Ich weiß aus meinen Trainings, dass „Bullet-Charts“ beliebt sind. Weil sie schnell zu produzieren sind. Sie öffnen PowerPoint und zählen in Stichworten alles auf und gliedern es ein wenig. Das geht schnell und ist einfach – und ist deshalb so verlockend. Solange Ihre Mitbewerber auch so präsentieren und Ihre Teilnehmer nur diesen Standard kennen, können Sie so weitermachen ohne große Verluste, denn im freien Wettbewerb reicht es, wenn man nur ein bisschen besser ist als der Mitbewerber oder der Meinungsgegner. Wichtig ist, dass Kosten und Nutzen in einer ausgewogenen Relation sind. Wenn Sie zum Beispiel Ihr Produkt auf einer Messe vorstellen, dann empfiehlt es sich, mit professionellen Bildagenturen zusammenzuarbeiten oder sogar mit einer Werbeagentur. Wenn Sie vor Kunden präsentieren, lohnt es sich, mit der hauseigenen Marketingabteilung Kontakt aufzunehmen. Wenn Sie eine Präsentation oft präsentieren werden, lohnt es sich, in professionelles Material zu investieren. Wenn Sie jedoch schnell vor Ihrem Team den Status Ihres Projekts präsentieren, dann ist es viel wichtiger, effektiv zu arbeiten und schnell Ergebnisse zusammenzustellen. Wägen Sie ab und entscheiden Sie, wo auf der Skala zwischen Effektivität und Professionalität Ihre Präsentation liegen soll. Noch eine pragmatische Empfehlung: Sie müssen die Textfolien nicht von heute auf morgen aus Ihrem Repertoire entfernen. Das würde zu Überforderungen auf allen betrieblichen Ebenen führen. Suchen Sie nach und nach andere Überzeugungsmittel, wechseln Sie nach und nach Textfolien gegen andere Inszenierungen aus. Wählen Sie das Tempo aus, das Ihnen und Ihrer Branche entspricht.

Die Atkinson/Mayer-Regeln für PowerPoint

  1. Das Kohärenzprinzip
    Menschen lernen besser, wenn alle  irrelevanten Informationen weggelassen werden.
  2. Das Multimediaprinzip
    Menschen lernen besser über eine Kombination von Text und Bild als über Text allein.
  3. Das Redundanzprinzip
    Menschen lernen besser, wenn der Text nur gesprochen wird und nicht gesprochen und gleichzeitig von der Projektionsfläche  abgelesen werden muss.

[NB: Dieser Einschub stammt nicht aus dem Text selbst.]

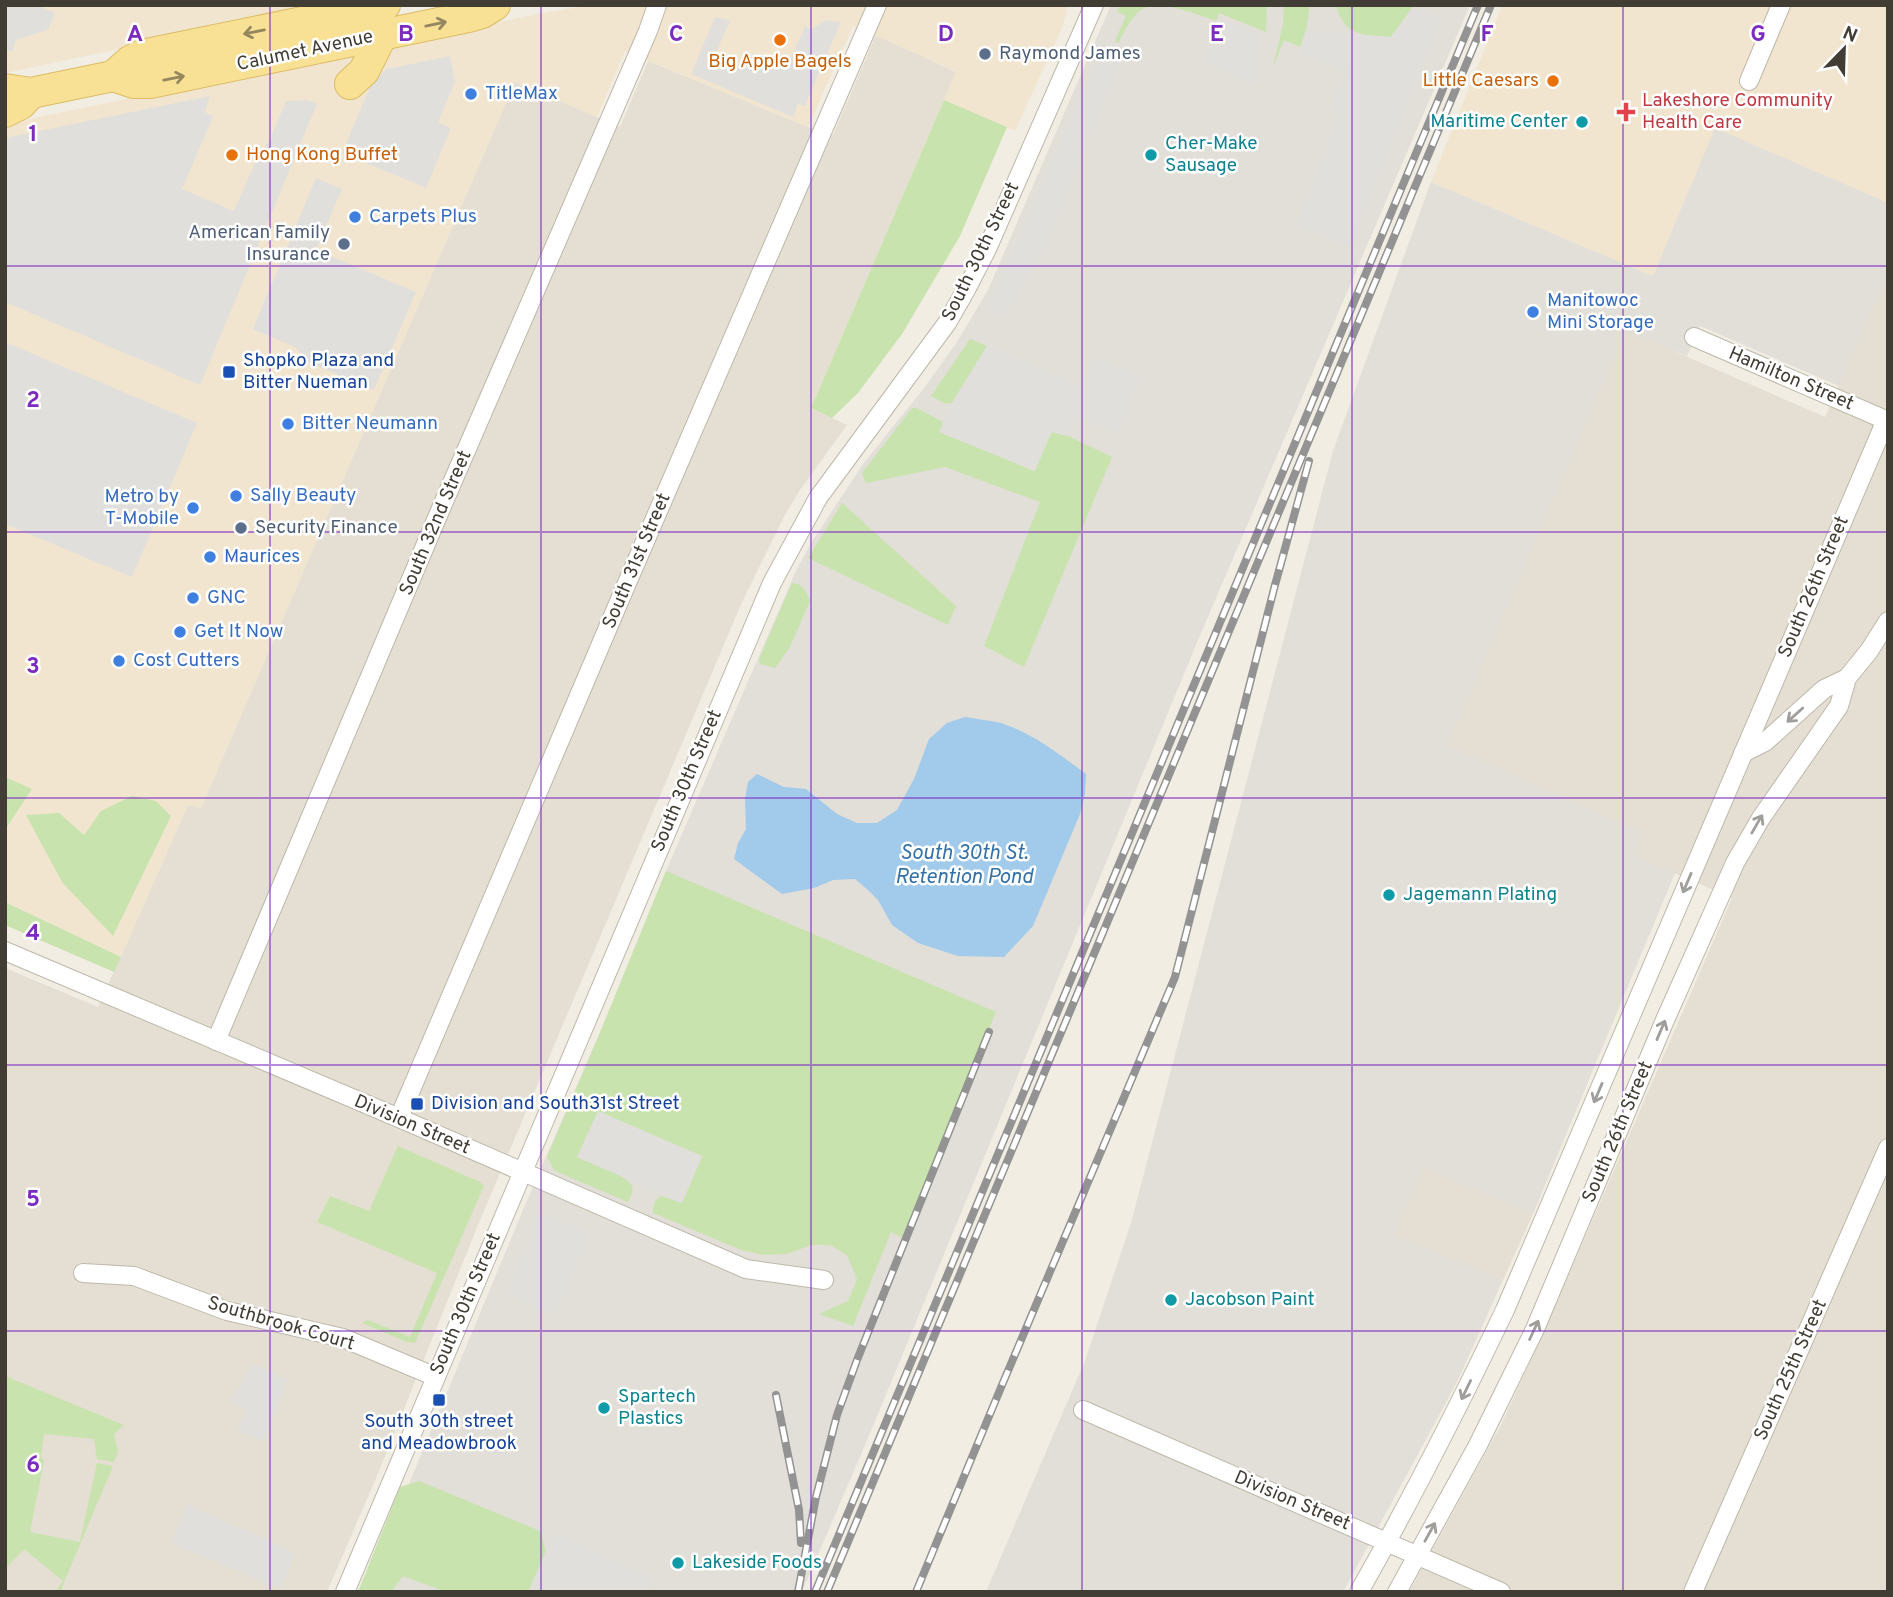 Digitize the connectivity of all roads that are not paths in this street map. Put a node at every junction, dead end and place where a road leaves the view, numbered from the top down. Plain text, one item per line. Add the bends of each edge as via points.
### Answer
1 (385, 5) edge
2 (495, 5) edge
3 (657, 5) edge
4 (877, 5) edge
5 (1094, 5) edge
6 (1781, 5) edge
7 (333, 31) junction
8 (382, 36) junction
9 (1749, 81) dead end
10 (350, 84) dead end
11 (18, 91) edge
12 (5, 112) edge
13 (1694, 337) dead end
14 (1887, 421) edge
15 (1888, 621) edge
16 (1847, 678) junction
17 (1742, 753) junction
18 (5, 951) edge
19 (216, 1041) junction
20 (398, 1118) junction
21 (1888, 1148) edge
22 (521, 1171) junction
23 (83, 1273) dead end
24 (824, 1280) dead end
25 (436, 1377) junction
26 (1083, 1410) dead end
27 (1387, 1542) junction
28 (1417, 1556) junction
29 (345, 1592) edge
30 (1359, 1592) edge
31 (1397, 1592) edge
32 (1501, 1592) edge
33 (1693, 1592) edge

1 - 7 main road, Calumet Avenue
8 -> 2 main road, Calumet Avenue via 468,17
3 - 19 street, South 32nd Street
4 - 20 street, South 31st Street
5 - 22 street, South 30th Street via 967,288 947,323 818,498 772,583
6 - 9 street
7 - 8 main road, Calumet Avenue
7 - 11 main road, Calumet Avenue via 142,55 113,76
8 - 10 main road via 364,71
11 - 12 main road, Calumet Avenue via 21,104
13 - 14 street, Hamilton Street
14 - 17 street, South 26th Street
15 - 16 street, South 26th Street
16 -> 17 street, South 26th Street via 1824,689 1765,742
28 -> 16 street, South 26th Street via 1535,1329 1735,863 1839,706
17 -> 27 street, South 26th Street via 1505,1310
18 - 19 street, Division Street
19 - 20 street, Division Street
20 - 22 street, Division Street
21 - 33 street, South 25th Street
22 - 24 street, Division Street via 746,1269
22 - 25 street, South 30th Street
23 - 25 street, Southbrook Court via 134,1276 227,1311 343,1338
25 - 29 street, South 30th Street
26 - 27 street, Division Street
27 - 28 street, Division Street
27 - 30 street, South 26th Street
28 - 31 street, South 26th Street
28 - 32 street, Division Street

  4. Das Signalisierungsprinzip
    Menschen lernen besser, wenn Informationen mithilfe klarer inhaltlicher Gliederungen und aussagekräftiger Überschriften präsentiert werden.
  5. Das Segmentierungsprinzip
    Menschen lernen besser, wenn Informationen portionsweise präsentiert werden.
  6. Das Modalitätsprinzip
    Menschen lernen besser durch eine Kombination aus Animation und Gesprochenem als  durch eine Kombination von Animation und geschriebenem Text auf der Folie.